I couldn’t tell you how many (hundreds) of times I have offered such feedback or corrections, and rarely do I even receive an acknowledgement. In one case with a scientific (medical) publication, I sent them notices about their mathematical illiteracy in three articles within one year – and I copied every email address I could find, in addition to mailing physical copies to the editors and publisher – and they actually wrote back and thanked me, and made the corrections to their electronic files.
I don’t want to be a pain in the ass, but this is something that you should learn very quickly. I commend you on your analysis !
Regards
Dave,
Thanks for the clarification.
steve
Steve, I have become a member, does that mean I basically just support your site because I don’t have any login details…
My friends still believe in the 401k for their retirement and I am telling them to look elswhere, and get out. Do you think some 401ks will survive?
I never tell my friends what investment decisions they should make. I find that such advice is often negatively received. I do point out the good returns some investments like gold have been delivering for decades. If they don’t research the annualized gold returns on their own then I can’t help them. People have to take an interest in protecting their wealth. They have to understand the economic backdrop to puzzle out the story. Otherwise they’ll lack the conviction to buy, hold, and prepare. I am a longtime contributor to SRSrocco Report and have sent articles from the site to some of my friends.
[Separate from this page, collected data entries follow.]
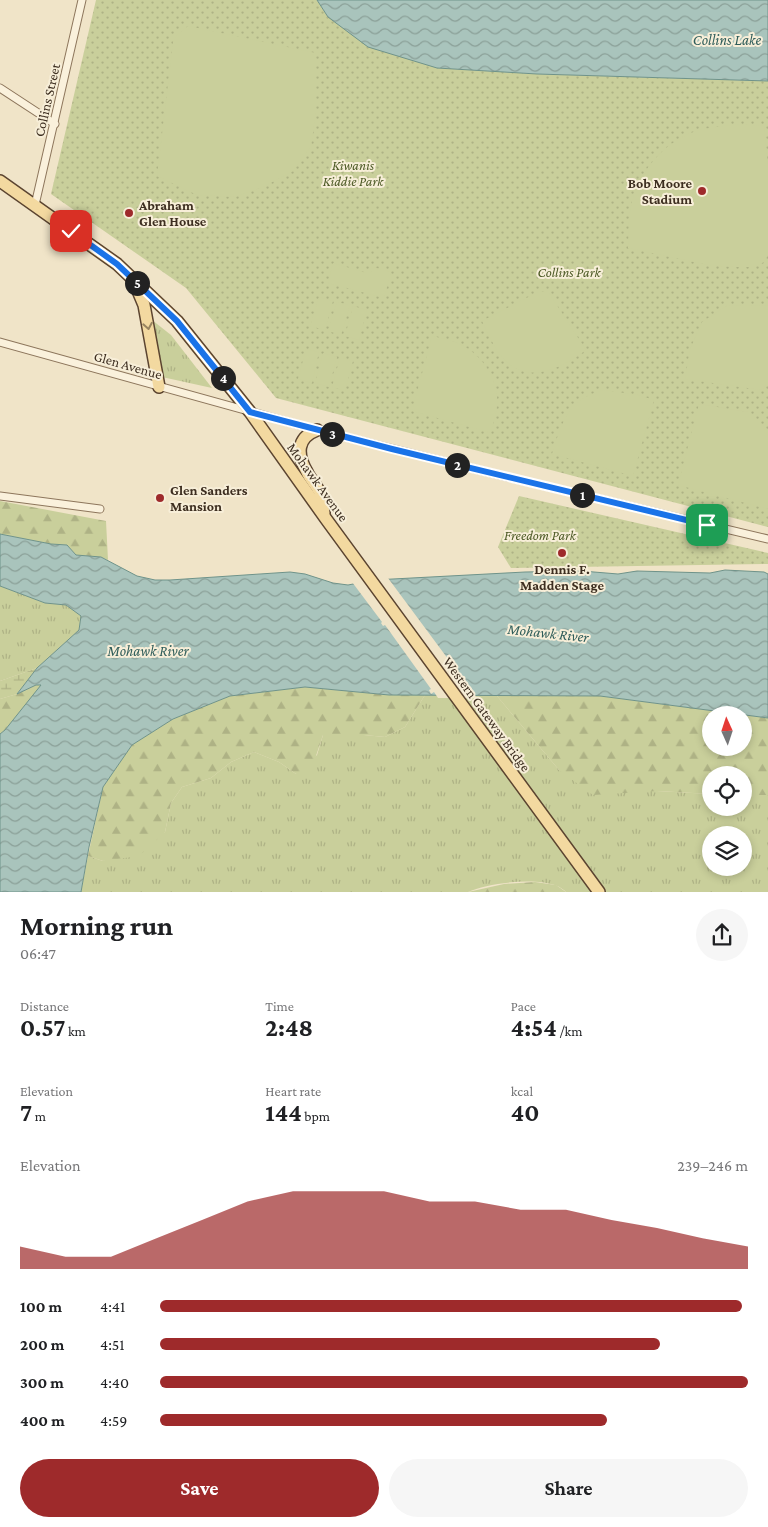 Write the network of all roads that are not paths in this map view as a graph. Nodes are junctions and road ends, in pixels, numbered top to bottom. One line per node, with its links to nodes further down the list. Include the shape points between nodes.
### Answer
1 (82, 0): 3 (street, Collins Street)
2 (0, 88): 3 (street)
3 (55, 124): 5 (street, Collins Street)
4 (0, 181): 5 (main road, Mohawk Avenue)
5 (35, 205): 6 (main road, Mohawk Avenue, via 117,264)
6 (133, 280): 8 (main road, one-way to 8, via 144,306); 9 (main road, Mohawk Avenue, via 177,321)
7 (0, 342): 8 (street, Glen Avenue)
8 (159, 387): 9 (street, Glen Avenue)
9 (250, 412): 10 (street, Glen Avenue); 13 (main road, Mohawk Avenue)
10 (317, 430): 13 (main road, via 303,438 300,448 306,471 320,493); 14 (street, Glen Avenue)
11 (0, 496): 12 (street)
12 (100, 509)
13 (326, 519): 15 (main road, Mohawk Avenue)
14 (768, 539)
15 (352, 554): 16 (main road, Western Gateway Bridge)
16 (598, 892) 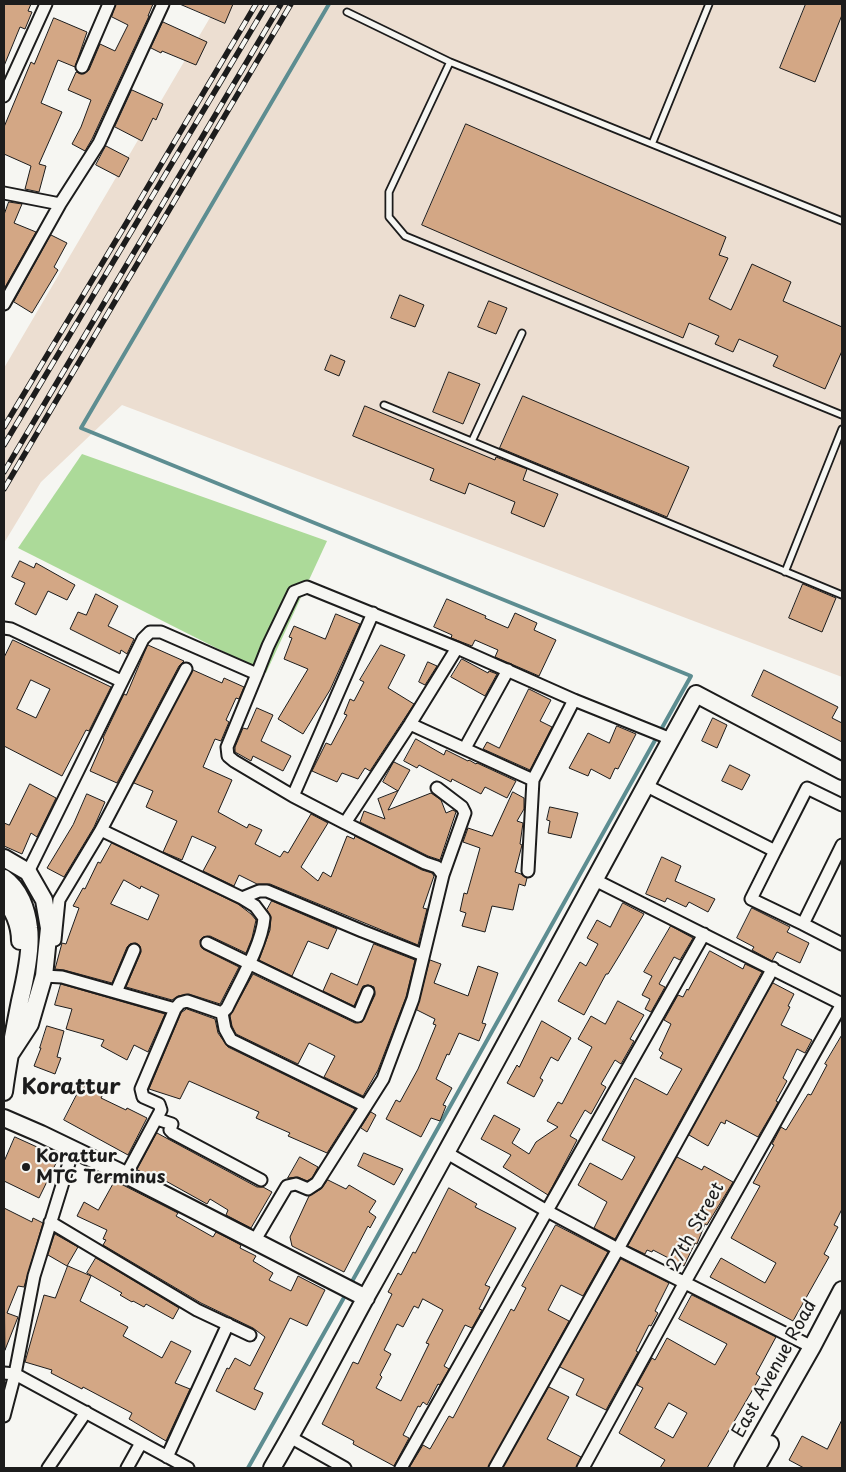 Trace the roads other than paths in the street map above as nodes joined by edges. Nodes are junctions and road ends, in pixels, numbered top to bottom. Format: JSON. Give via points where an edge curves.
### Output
{"nodes":[{"id":1,"x":46,"y":4,"type":"edge"},
{"id":2,"x":110,"y":4,"type":"edge"},
{"id":3,"x":163,"y":4,"type":"edge"},
{"id":4,"x":709,"y":4,"type":"edge"},
{"id":5,"x":347,"y":12,"type":"dead end"},
{"id":6,"x":450,"y":62,"type":"junction"},
{"id":7,"x":82,"y":67,"type":"dead end"},
{"id":8,"x":4,"y":96,"type":"edge"},
{"id":9,"x":652,"y":144,"type":"junction"},
{"id":10,"x":4,"y":193,"type":"edge"},
{"id":11,"x":60,"y":204,"type":"junction"},
{"id":12,"x":842,"y":221,"type":"edge"},
{"id":13,"x":4,"y":304,"type":"edge"},
{"id":14,"x":522,"y":333,"type":"dead end"},
{"id":15,"x":384,"y":405,"type":"dead end"},
{"id":16,"x":842,"y":415,"type":"edge"},
{"id":17,"x":842,"y":429,"type":"edge"},
{"id":18,"x":472,"y":441,"type":"junction"},
{"id":19,"x":785,"y":572,"type":"junction"},
{"id":20,"x":842,"y":595,"type":"edge"},
{"id":21,"x":373,"y":613,"type":"junction"},
{"id":22,"x":4,"y":628,"type":"edge"},
{"id":23,"x":457,"y":648,"type":"junction"},
{"id":24,"x":186,"y":669,"type":"dead end"},
{"id":25,"x":508,"y":670,"type":"junction"},
{"id":26,"x":257,"y":674,"type":"junction"},
{"id":27,"x":122,"y":681,"type":"junction"},
{"id":28,"x":574,"y":700,"type":"junction"},
{"id":29,"x":410,"y":724,"type":"junction"},
{"id":30,"x":671,"y":739,"type":"junction"},
{"id":31,"x":465,"y":748,"type":"junction"},
{"id":32,"x":842,"y":771,"type":"edge"},
{"id":33,"x":533,"y":780,"type":"junction"},
{"id":34,"x":646,"y":786,"type":"junction"},
{"id":35,"x":437,"y":788,"type":"dead end"},
{"id":36,"x":293,"y":796,"type":"junction"},
{"id":37,"x":842,"y":805,"type":"edge"},
{"id":38,"x":345,"y":823,"type":"junction"},
{"id":39,"x":101,"y":830,"type":"junction"},
{"id":40,"x":842,"y":845,"type":"edge"},
{"id":41,"x":774,"y":851,"type":"junction"},
{"id":42,"x":4,"y":858,"type":"edge"},
{"id":43,"x":28,"y":872,"type":"junction"},
{"id":44,"x":528,"y":872,"type":"dead end"},
{"id":45,"x":443,"y":874,"type":"junction"},
{"id":46,"x":4,"y":878,"type":"edge"},
{"id":47,"x":594,"y":879,"type":"junction"},
{"id":48,"x":4,"y":897,"type":"edge"},
{"id":49,"x":242,"y":898,"type":"junction"},
{"id":50,"x":803,"y":924,"type":"junction"},
{"id":51,"x":704,"y":934,"type":"junction"},
{"id":52,"x":206,"y":943,"type":"dead end"},
{"id":53,"x":842,"y":944,"type":"edge"},
{"id":54,"x":134,"y":950,"type":"dead end"},
{"id":55,"x":423,"y":955,"type":"junction"},
{"id":56,"x":248,"y":964,"type":"junction"},
{"id":57,"x":773,"y":968,"type":"junction"},
{"id":58,"x":46,"y":976,"type":"junction"},
{"id":59,"x":116,"y":992,"type":"junction"},
{"id":60,"x":368,"y":992,"type":"dead end"},
{"id":61,"x":842,"y":1004,"type":"edge"},
{"id":62,"x":175,"y":1010,"type":"junction"},
{"id":63,"x":222,"y":1013,"type":"junction"},
{"id":64,"x":9,"y":1056,"type":"junction"},
{"id":65,"x":4,"y":1092,"type":"edge"},
{"id":66,"x":366,"y":1106,"type":"junction"},
{"id":67,"x":4,"y":1118,"type":"edge"},
{"id":68,"x":157,"y":1119,"type":"junction"},
{"id":69,"x":73,"y":1150,"type":"junction"},
{"id":70,"x":447,"y":1153,"type":"junction"},
{"id":71,"x":126,"y":1174,"type":"junction"},
{"id":72,"x":262,"y":1180,"type":"dead end"},
{"id":73,"x":547,"y":1210,"type":"junction"},
{"id":74,"x":50,"y":1222,"type":"junction"},
{"id":75,"x":255,"y":1240,"type":"junction"},
{"id":76,"x":618,"y":1249,"type":"junction"},
{"id":77,"x":685,"y":1282,"type":"junction"},
{"id":78,"x":842,"y":1290,"type":"edge"},
{"id":79,"x":359,"y":1295,"type":"junction"},
{"id":80,"x":842,"y":1313,"type":"edge"},
{"id":81,"x":228,"y":1324,"type":"junction"},
{"id":82,"x":250,"y":1335,"type":"dead end"},
{"id":83,"x":812,"y":1347,"type":"junction"},
{"id":84,"x":10,"y":1374,"type":"edge"},
{"id":85,"x":86,"y":1412,"type":"junction"},
{"id":86,"x":4,"y":1416,"type":"edge"},
{"id":87,"x":290,"y":1437,"type":"junction"},
{"id":88,"x":141,"y":1443,"type":"junction"},
{"id":89,"x":167,"y":1457,"type":"junction"},
{"id":90,"x":48,"y":1468,"type":"edge"},
{"id":91,"x":127,"y":1468,"type":"edge"},
{"id":92,"x":188,"y":1468,"type":"edge"},
{"id":93,"x":272,"y":1468,"type":"edge"},
{"id":94,"x":345,"y":1468,"type":"edge"},
{"id":95,"x":401,"y":1468,"type":"edge"},
{"id":96,"x":495,"y":1468,"type":"edge"},
{"id":97,"x":583,"y":1468,"type":"edge"},
{"id":98,"x":743,"y":1468,"type":"edge"},
{"id":99,"x":756,"y":1468,"type":"edge"}],
"edges":[{"from":1,"to":8,"type":"street"},
{"from":2,"to":7,"type":"street"},
{"from":3,"to":11,"type":"street","via":[[99,143]]},
{"from":4,"to":9,"type":"lane"},
{"from":5,"to":6,"type":"lane"},
{"from":6,"to":9,"type":"lane"},
{"from":6,"to":16,"type":"lane","via":[[389,192],[389,217],[405,236]]},
{"from":9,"to":12,"type":"lane"},
{"from":10,"to":11,"type":"street"},
{"from":11,"to":13,"type":"street"},
{"from":14,"to":18,"type":"lane"},
{"from":15,"to":18,"type":"lane"},
{"from":17,"to":19,"type":"lane"},
{"from":18,"to":19,"type":"lane"},
{"from":19,"to":20,"type":"lane"},
{"from":21,"to":23,"type":"street"},
{"from":21,"to":26,"type":"street","via":[[312,587],[294,592]]},
{"from":21,"to":36,"type":"street"},
{"from":22,"to":27,"type":"street"},
{"from":23,"to":25,"type":"street"},
{"from":23,"to":29,"type":"street"},
{"from":24,"to":39,"type":"street"},
{"from":25,"to":28,"type":"street"},
{"from":25,"to":31,"type":"street"},
{"from":26,"to":27,"type":"street","via":[[161,632],[150,632],[143,639]]},
{"from":26,"to":36,"type":"street","via":[[228,747],[228,756]]},
{"from":27,"to":43,"type":"street"},
{"from":28,"to":30,"type":"street"},
{"from":28,"to":33,"type":"street"},
{"from":29,"to":31,"type":"street"},
{"from":29,"to":38,"type":"street"},
{"from":30,"to":32,"type":"street","via":[[696,694]]},
{"from":30,"to":34,"type":"street"},
{"from":31,"to":33,"type":"street"},
{"from":33,"to":44,"type":"street"},
{"from":34,"to":41,"type":"street"},
{"from":34,"to":47,"type":"street"},
{"from":35,"to":45,"type":"street","via":[[465,813]]},
{"from":36,"to":38,"type":"street"},
{"from":37,"to":41,"type":"street","via":[[807,788]]},
{"from":38,"to":45,"type":"street","via":[[437,867]]},
{"from":39,"to":49,"type":"street"},
{"from":39,"to":58,"type":"street","via":[[59,900],[54,956]]},
{"from":40,"to":50,"type":"street"},
{"from":41,"to":50,"type":"street","via":[[751,899]]},
{"from":42,"to":43,"type":"street"},
{"from":43,"to":58,"type":"street","via":[[44,900],[49,928]]},
{"from":45,"to":55,"type":"street"},
{"from":46,"to":64,"type":"street","via":[[24,903],[30,930],[27,970]]},
{"from":47,"to":51,"type":"street"},
{"from":47,"to":70,"type":"street"},
{"from":48,"to":64,"type":"street","via":[[20,930],[20,954],[5,1018]]},
{"from":49,"to":55,"type":"street","via":[[267,891]]},
{"from":49,"to":56,"type":"street","via":[[255,906],[264,918]]},
{"from":50,"to":53,"type":"street"},
{"from":51,"to":57,"type":"street"},
{"from":51,"to":73,"type":"street"},
{"from":52,"to":56,"type":"street"},
{"from":54,"to":59,"type":"street"},
{"from":55,"to":66,"type":"street","via":[[413,999],[382,1079]]},
{"from":56,"to":60,"type":"street","via":[[358,1016]]},
{"from":56,"to":63,"type":"street"},
{"from":57,"to":61,"type":"street"},
{"from":57,"to":76,"type":"street"},
{"from":58,"to":59,"type":"street","via":[[62,977]]},
{"from":58,"to":64,"type":"street","via":[[30,1024]]},
{"from":59,"to":62,"type":"street"},
{"from":61,"to":77,"type":"street","name":"27th Street"},
{"from":62,"to":63,"type":"street","via":[[180,1003],[187,1001]]},
{"from":62,"to":68,"type":"street","via":[[141,1089],[143,1097],[159,1104],[161,1110]]},
{"from":63,"to":66,"type":"street","via":[[224,1029],[231,1040]]},
{"from":64,"to":65,"type":"street"},
{"from":66,"to":75,"type":"street","via":[[317,1183],[308,1189],[296,1184],[287,1186]]},
{"from":67,"to":69,"type":"street"},
{"from":68,"to":71,"type":"street"},
{"from":68,"to":72,"type":"street","via":[[172,1124],[170,1130],[173,1132]]},
{"from":69,"to":71,"type":"street"},
{"from":69,"to":74,"type":"street"},
{"from":70,"to":73,"type":"street"},
{"from":70,"to":79,"type":"street"},
{"from":71,"to":75,"type":"street"},
{"from":73,"to":76,"type":"street"},
{"from":73,"to":95,"type":"street"},
{"from":74,"to":81,"type":"street","via":[[197,1310]]},
{"from":74,"to":84,"type":"street"},
{"from":75,"to":79,"type":"street"},
{"from":76,"to":77,"type":"street"},
{"from":76,"to":96,"type":"street"},
{"from":77,"to":83,"type":"street"},
{"from":77,"to":97,"type":"street","name":"27th Street"},
{"from":78,"to":83,"type":"street","name":"East Avenue Road"},
{"from":79,"to":87,"type":"street"},
{"from":80,"to":99,"type":"street","name":"East Avenue Road"},
{"from":81,"to":82,"type":"street"},
{"from":81,"to":89,"type":"street"},
{"from":83,"to":98,"type":"street","name":"East Avenue Road"},
{"from":84,"to":85,"type":"street"},
{"from":84,"to":86,"type":"street"},
{"from":85,"to":88,"type":"street"},
{"from":85,"to":90,"type":"street"},
{"from":87,"to":93,"type":"street"},
{"from":87,"to":94,"type":"street"},
{"from":88,"to":89,"type":"street"},
{"from":88,"to":91,"type":"street"},
{"from":89,"to":92,"type":"street"}]}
I contribute because I want a record of the energy story, and hopefully other people will come to the realization that a paradigm change is occurring. Hopefully, people will invest in the resources to become more self-reliant while there is still time. Evangelizing PMs and self-reliance is a lonely business. That guy holding a sign stating “The End is near” doesn’t get invited to corporate BBQs. Not to mention evangelizing PMs and preparedness might make you a target in the not too distant future.
Anyone catch the news on Bloomberg last night of the LBMA trying to settle bullion contracts outside London? Their reasoning (read excuse) was the pandemic is causing logistical & transportation issues at London vaults. Anyone got additional insight or perspective into what’s happening at the LBMA?
And a few earlier articles with interviews on the same topic:
https://investmentresearchdynamics.com/a-run-on-comex-lbma-gold-bars-is-inevitable/
May WTI Contract Crashes To $1; Alaska, Bakken, & Edmonton All Pricing Negative. That didn’t take long to escalate. https://www.zerohedge.com/markets/historic-oil-crash-sends-canadian-oil-prices-negative
May WTI futures actually hit 1 cent…down 99%
And now -$39.95 per barrel = -316%. You can have greater than 100% if you go negative!
Russia handled a financial crisis by everyone showing up to work ( except for the unemployed )regardless if your employer paid you. In exchange for working food rations were given in the form of coupons and people were able to stay in their residences. The unemployed had the same deal.
4-20-2020 = the day the music stopped.
Energy is paramount for physical systems and living organisms. E=M(C*C). Lowest price in Alberta for gas today = $0.35/litre or $0.70 for 2 litres. At Walmart, 2 litres of coke goes for $1.97. The coke would have about 800 kCalories of energy. The gas about 16 million kCalories (if my back of napkin calculations are correct). Which should cost more? Our society is completely f***ed-up!
The stock markets seems to go up on bad economic news as they know the FED will try to support them. The markets at this time are totally disconnected from the real economy.
Its all financial engineering this day and age. There is no real growth anymore.
While there are fewer and fewer engineers, there are abundant and good financial engineers in US.
If you can only buy one of gold or silver at the moment which would you recommend? Which do you think will have the bigger boom? I understand gold is king, however silver is way cheaper at the moment and somewhat easier to get. Love the videos and thanks for sharing your knowledge. ???